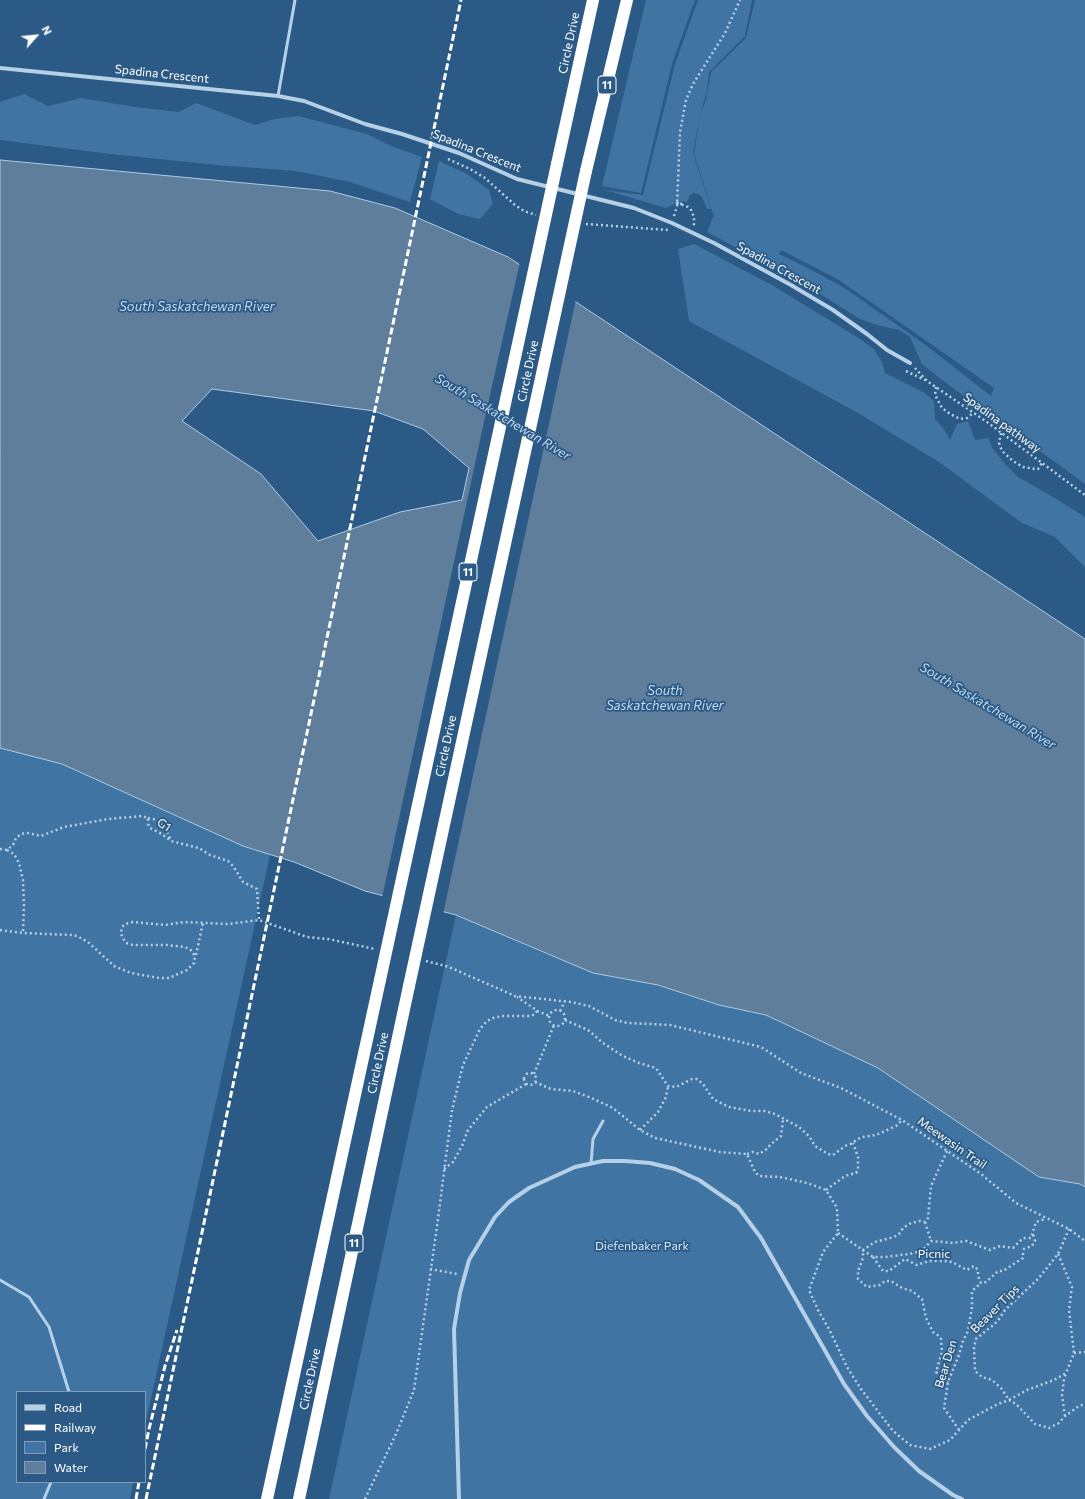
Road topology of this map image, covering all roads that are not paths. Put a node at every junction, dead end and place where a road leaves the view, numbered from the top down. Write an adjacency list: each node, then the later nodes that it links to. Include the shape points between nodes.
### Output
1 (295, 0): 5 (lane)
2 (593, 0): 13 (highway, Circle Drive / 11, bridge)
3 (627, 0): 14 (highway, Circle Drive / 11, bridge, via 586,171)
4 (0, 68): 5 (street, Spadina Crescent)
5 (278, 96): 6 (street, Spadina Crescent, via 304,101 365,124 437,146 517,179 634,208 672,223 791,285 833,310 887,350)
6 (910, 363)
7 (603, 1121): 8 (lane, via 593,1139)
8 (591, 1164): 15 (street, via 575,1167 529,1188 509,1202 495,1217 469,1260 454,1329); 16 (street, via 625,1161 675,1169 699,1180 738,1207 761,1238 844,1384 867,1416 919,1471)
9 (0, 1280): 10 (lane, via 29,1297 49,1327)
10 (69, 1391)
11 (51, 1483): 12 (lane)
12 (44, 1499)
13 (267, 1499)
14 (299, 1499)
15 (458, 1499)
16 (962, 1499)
⁂
**Required work:**
Write out the whole listing exactly. Do not include the pictures.

**Answer to this problem:**
Road topology of this map image, covering all roads that are not paths. Put a node at every junction, dead end and place where a road leaves the view, numbered from the top down. Write an adjacency list: each node, then the later nodes that it links to. Include the shape points between nodes.
### Output
1 (295, 0): 5 (lane)
2 (593, 0): 13 (highway, Circle Drive / 11, bridge)
3 (627, 0): 14 (highway, Circle Drive / 11, bridge, via 586,171)
4 (0, 68): 5 (street, Spadina Crescent)
5 (278, 96): 6 (street, Spadina Crescent, via 304,101 365,124 437,146 517,179 634,208 672,223 791,285 833,310 887,350)
6 (910, 363)
7 (603, 1121): 8 (lane, via 593,1139)
8 (591, 1164): 15 (street, via 575,1167 529,1188 509,1202 495,1217 469,1260 454,1329); 16 (street, via 625,1161 675,1169 699,1180 738,1207 761,1238 844,1384 867,1416 919,1471)
9 (0, 1280): 10 (lane, via 29,1297 49,1327)
10 (69, 1391)
11 (51, 1483): 12 (lane)
12 (44, 1499)
13 (267, 1499)
14 (299, 1499)
15 (458, 1499)
16 (962, 1499)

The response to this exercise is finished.